On the sidelines of the G20 meeting in India, IMF Managing Director Kristalina Georgieva said the International Monetary Fund would prefer to differentiate and regulate crypto assets rather than enacting a complete ban, although that option is still in the discussions. IMF chief Kristalina explained how the UN financial agency views digital assets and what it would like to see in terms of regulation. “We stand for the regulation of the world of digital money, and this is a top priority,” she said.
During an interview with Bloomberg published on February 27, she answered a question about her recent comments about a potential total ban on cryptocurrencies. She said that there is still a lot of confusion about the classification of digital money. “Our first goal is to distinguish between government-backed central bank digital currencies and publicly issued crypto assets and stablecoins,” the head of the IMF said. She added that fully backed stablecoins create “a pretty good space for the economy,” but unbacked cryptocurrencies are speculative, high-risk assets, not money.
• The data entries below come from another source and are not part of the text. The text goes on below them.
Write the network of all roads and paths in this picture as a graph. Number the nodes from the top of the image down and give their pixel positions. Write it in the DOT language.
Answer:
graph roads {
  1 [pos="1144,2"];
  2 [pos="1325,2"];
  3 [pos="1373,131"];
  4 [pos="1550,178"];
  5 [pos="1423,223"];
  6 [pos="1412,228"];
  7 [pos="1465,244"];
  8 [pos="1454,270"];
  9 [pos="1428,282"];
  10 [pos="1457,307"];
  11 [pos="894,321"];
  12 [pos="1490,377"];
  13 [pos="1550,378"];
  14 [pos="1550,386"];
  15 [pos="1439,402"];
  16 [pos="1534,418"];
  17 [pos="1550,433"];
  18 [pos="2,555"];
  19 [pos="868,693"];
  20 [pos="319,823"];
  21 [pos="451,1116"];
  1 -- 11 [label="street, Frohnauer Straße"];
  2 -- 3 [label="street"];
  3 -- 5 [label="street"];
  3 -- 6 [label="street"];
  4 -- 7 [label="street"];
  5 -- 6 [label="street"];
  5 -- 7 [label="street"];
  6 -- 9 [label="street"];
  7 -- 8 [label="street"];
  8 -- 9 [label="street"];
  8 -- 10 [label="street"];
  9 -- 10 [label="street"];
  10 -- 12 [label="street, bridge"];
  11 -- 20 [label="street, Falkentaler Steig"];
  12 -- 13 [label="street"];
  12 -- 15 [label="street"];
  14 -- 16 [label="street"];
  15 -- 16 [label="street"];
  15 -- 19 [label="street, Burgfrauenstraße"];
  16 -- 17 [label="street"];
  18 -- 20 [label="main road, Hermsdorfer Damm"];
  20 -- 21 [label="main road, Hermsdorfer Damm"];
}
Referring to a recent paper recommending global regulatory standards, she said that crypto assets cannot be legal tender as they are not backed. And, as usual, the option of banning cryptocurrencies “should not be taken off the table” if they begin to pose a greater risk to financial stability. However, good regulation, predictability and consumer protection would be the best option, and a ban was not needed to think, said Georgieva. When asked what could be behind the decision to ban cryptocurrencies, she said failure to protect consumers from the booming world of crypto assets would be a major catalyst.
The IMF, the Financial Stability Board and the Bank for International Settlements are jointly preparing to publish regulatory framework guidelines in the second half of the year. Cryptocurrency lawyers have dismissed comments from the head of the US securities regulator, who stated in a recent interview that every cryptocurrency other than bitcoin (BTC) is a security and falls under its jurisdiction. In an extensive Feb. 23 interview with New York Magazine on cryptocurrencies, Securities and Exchange Commission (SEC) Chairman Gary Gensler stated that “everything other than bitcoin” falls under the authority of the agency. He added that other crypto projects “are securities because there is a group in the middle that is waiting for profit,” which he says is not the case with Bitcoin.
However, Jake Chervinsky, a lawyer and lead policymaker for the Blockchain Association, a crypto advocacy group, stated in a Feb. 26 tweet that “Gensler’s opinion is not law,” despite his claimed authority over the crypto sector. He added that “until the SEC is ‘proved in court’ as to its jurisdiction over each individual token ‘one at a time’, then it has ‘no authority to regulate any of them’. Attorney Logan Bolinger also addressed the issue, tweeting on Feb. 26, “Gensler’s opinion on what is or is not a security is not legally dispositive,” which means it’s not the final legal definition.” And, right there – “Judges, not SEC chairs, ultimately determine what the law means and how it is applied.”
Jason Brett, head of policy at the Bitcoin Policy Institute, said that Gensler’s comments “are not to be feared, but are to be feared.” Meanwhile, Gabriel Shapiro, general counsel at investment firm Delphi Labs, outlined in a series of tweets the seemingly impossible enforcement the SEC would have to do in the industry to strengthen its rule. Shapiro analyzed that, according to Gensler, more than 12,300 tokens, worth about $663 billion, are unregistered securities that are illegal in the US, and as Chervinsky mentioned, the agency will have to file a lawsuit against every token creator. According to Shapiro, the SEC handled cryptocurrencies in two main ways: either by fining token creators and requiring the issuer to register, or by fining them and ordering the created tokens to be destroyed and delisted from exchanges.